La trama de emociones que genera La flor del rayo, esboza la fisonomía de un narrador extraviado, aturdido en su necesidad literaria. Sin embargo, en los diálogos con la Doctora Wilkes, —quien funciona como una suerte de conciencia crítica— hay un intento por pensar, pero, sobre todo, por reconocer que el bloqueo es inherente a eso que se hace, siempre que el proceso sea creativo y honesto. «El día que no te preocupe caer en ese bloqueo, será un buen momento para comenzar a poner ladrillo visto». La pulsión entre lo «lleno» y el «vacío», una noción que ha vagado como eidolon por la historia de la literatura y que tiene, en la temeridad de escribir lo que se piensa o lo que se pretende escribir como lo pensado, genera una pulsión de rivalidad con el propio ser del escritor. Así cavilaba en las gélidas nieves totalitarias Boris Pasternak, de camino, una vez más, a un interrogatorio, al tiempo que pensaba en el resguardo de su Doctor Zhivago, es decir, en la condena de una hoja escrita en clave silente.
Juan Manuel Gil con La flor del rayo no solo se inmiscuye en los intersticios del proceso creativo, que son sus procesos, sino que mediante la ficción construye una narratividad en la que sus personajes —más allá de las fidelidades de unos u otros— tratan de racionalizar un proceso en el cual, como dice el propio protagonista, no todos tienen cobijo.

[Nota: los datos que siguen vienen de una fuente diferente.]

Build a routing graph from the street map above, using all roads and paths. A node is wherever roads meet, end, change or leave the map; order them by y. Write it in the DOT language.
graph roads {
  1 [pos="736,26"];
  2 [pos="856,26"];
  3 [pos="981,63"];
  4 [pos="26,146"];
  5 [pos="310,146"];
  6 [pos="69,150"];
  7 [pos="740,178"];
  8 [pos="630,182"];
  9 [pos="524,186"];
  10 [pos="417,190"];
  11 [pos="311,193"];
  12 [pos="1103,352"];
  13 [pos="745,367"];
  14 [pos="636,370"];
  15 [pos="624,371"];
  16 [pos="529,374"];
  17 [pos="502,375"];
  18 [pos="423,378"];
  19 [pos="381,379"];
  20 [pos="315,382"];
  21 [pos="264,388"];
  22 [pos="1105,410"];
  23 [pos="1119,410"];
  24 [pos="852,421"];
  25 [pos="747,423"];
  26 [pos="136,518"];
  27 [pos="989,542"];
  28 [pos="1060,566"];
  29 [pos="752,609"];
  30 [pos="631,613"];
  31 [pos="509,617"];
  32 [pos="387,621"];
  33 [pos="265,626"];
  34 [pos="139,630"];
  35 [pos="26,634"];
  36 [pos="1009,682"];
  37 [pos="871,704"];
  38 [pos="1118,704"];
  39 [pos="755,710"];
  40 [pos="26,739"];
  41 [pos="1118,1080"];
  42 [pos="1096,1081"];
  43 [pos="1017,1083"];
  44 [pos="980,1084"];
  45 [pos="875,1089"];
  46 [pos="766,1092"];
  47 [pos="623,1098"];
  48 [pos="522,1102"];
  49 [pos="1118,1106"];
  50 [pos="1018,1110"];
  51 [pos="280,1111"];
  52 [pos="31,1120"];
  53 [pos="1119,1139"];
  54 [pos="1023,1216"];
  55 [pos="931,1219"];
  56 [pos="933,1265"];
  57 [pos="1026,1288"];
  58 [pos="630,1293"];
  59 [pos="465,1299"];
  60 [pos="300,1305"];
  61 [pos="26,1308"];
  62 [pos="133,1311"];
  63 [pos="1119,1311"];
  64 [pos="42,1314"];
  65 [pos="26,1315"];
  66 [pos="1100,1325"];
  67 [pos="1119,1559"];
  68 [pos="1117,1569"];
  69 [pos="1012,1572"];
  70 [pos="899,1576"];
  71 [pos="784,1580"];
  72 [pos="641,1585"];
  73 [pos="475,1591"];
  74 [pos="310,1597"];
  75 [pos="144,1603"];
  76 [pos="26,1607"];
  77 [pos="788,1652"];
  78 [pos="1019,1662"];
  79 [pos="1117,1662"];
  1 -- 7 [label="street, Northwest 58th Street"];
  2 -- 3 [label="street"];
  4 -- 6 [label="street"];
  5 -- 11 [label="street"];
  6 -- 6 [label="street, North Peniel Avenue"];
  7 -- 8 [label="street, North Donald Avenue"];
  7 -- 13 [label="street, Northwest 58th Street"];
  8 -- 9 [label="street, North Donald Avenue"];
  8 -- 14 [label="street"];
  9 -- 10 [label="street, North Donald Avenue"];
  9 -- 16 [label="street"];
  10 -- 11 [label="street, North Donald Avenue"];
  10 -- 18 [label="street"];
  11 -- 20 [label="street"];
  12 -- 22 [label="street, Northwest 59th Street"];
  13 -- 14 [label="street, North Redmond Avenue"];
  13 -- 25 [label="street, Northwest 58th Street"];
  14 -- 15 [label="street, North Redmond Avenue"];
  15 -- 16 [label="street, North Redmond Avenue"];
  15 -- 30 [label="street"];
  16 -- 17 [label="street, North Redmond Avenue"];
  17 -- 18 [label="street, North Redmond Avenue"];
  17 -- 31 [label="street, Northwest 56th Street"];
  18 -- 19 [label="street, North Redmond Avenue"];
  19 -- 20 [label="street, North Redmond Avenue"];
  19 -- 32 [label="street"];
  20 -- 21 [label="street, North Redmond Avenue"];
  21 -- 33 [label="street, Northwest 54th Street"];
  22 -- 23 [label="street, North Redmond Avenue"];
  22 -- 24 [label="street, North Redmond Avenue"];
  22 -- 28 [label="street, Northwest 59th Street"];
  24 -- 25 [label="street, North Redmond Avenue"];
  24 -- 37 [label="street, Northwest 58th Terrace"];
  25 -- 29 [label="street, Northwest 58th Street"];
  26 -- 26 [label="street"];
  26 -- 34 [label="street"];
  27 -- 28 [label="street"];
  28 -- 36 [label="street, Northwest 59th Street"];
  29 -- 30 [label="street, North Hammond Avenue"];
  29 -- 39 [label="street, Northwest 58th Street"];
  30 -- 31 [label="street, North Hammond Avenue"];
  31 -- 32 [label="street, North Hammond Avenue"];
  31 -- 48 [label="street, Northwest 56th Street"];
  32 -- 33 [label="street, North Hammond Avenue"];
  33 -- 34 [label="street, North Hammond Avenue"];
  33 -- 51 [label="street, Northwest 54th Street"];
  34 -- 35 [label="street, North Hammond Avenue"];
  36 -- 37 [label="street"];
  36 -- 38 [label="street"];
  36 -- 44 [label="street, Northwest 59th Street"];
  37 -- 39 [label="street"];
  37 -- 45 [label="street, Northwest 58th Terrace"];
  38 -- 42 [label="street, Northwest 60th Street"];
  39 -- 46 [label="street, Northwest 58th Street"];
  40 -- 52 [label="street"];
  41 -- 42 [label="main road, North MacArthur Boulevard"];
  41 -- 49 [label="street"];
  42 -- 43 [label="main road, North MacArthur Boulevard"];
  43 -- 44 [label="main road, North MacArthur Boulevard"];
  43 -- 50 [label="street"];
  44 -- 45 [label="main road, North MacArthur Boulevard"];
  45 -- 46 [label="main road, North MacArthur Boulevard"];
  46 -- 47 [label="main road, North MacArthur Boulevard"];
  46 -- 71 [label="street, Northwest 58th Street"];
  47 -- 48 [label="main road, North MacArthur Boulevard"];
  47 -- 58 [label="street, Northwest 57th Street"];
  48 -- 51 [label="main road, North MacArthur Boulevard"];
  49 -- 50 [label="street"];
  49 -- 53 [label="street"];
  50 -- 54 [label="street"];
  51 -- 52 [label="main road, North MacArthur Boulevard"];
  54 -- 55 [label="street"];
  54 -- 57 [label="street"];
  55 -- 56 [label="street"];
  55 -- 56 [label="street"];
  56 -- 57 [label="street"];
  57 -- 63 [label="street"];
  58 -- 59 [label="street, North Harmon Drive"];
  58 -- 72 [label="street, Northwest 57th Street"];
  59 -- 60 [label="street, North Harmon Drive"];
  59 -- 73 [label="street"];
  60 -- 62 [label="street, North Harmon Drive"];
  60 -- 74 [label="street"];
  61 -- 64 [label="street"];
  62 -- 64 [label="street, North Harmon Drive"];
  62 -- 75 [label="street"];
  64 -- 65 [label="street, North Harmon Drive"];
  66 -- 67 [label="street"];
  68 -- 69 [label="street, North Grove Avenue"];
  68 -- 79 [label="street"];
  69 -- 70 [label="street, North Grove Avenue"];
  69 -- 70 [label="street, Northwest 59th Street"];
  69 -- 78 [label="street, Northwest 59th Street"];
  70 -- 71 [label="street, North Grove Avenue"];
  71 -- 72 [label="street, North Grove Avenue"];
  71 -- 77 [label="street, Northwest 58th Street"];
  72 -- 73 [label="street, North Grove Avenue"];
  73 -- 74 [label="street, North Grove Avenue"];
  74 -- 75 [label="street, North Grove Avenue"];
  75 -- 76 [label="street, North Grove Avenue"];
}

Madrugar, escribir, borrar, pasar horas contemplando la pertinencia de una coma —se dice que Hemingway dedicaba horas al entendimiento de la eficacia de la pausa en lo narrativo— son claves para éxito literario, pero también lo son la persistencia, la tozudez y sobre todo la voluntad de vivir, como vivió Borges, todas las vidas del mundo.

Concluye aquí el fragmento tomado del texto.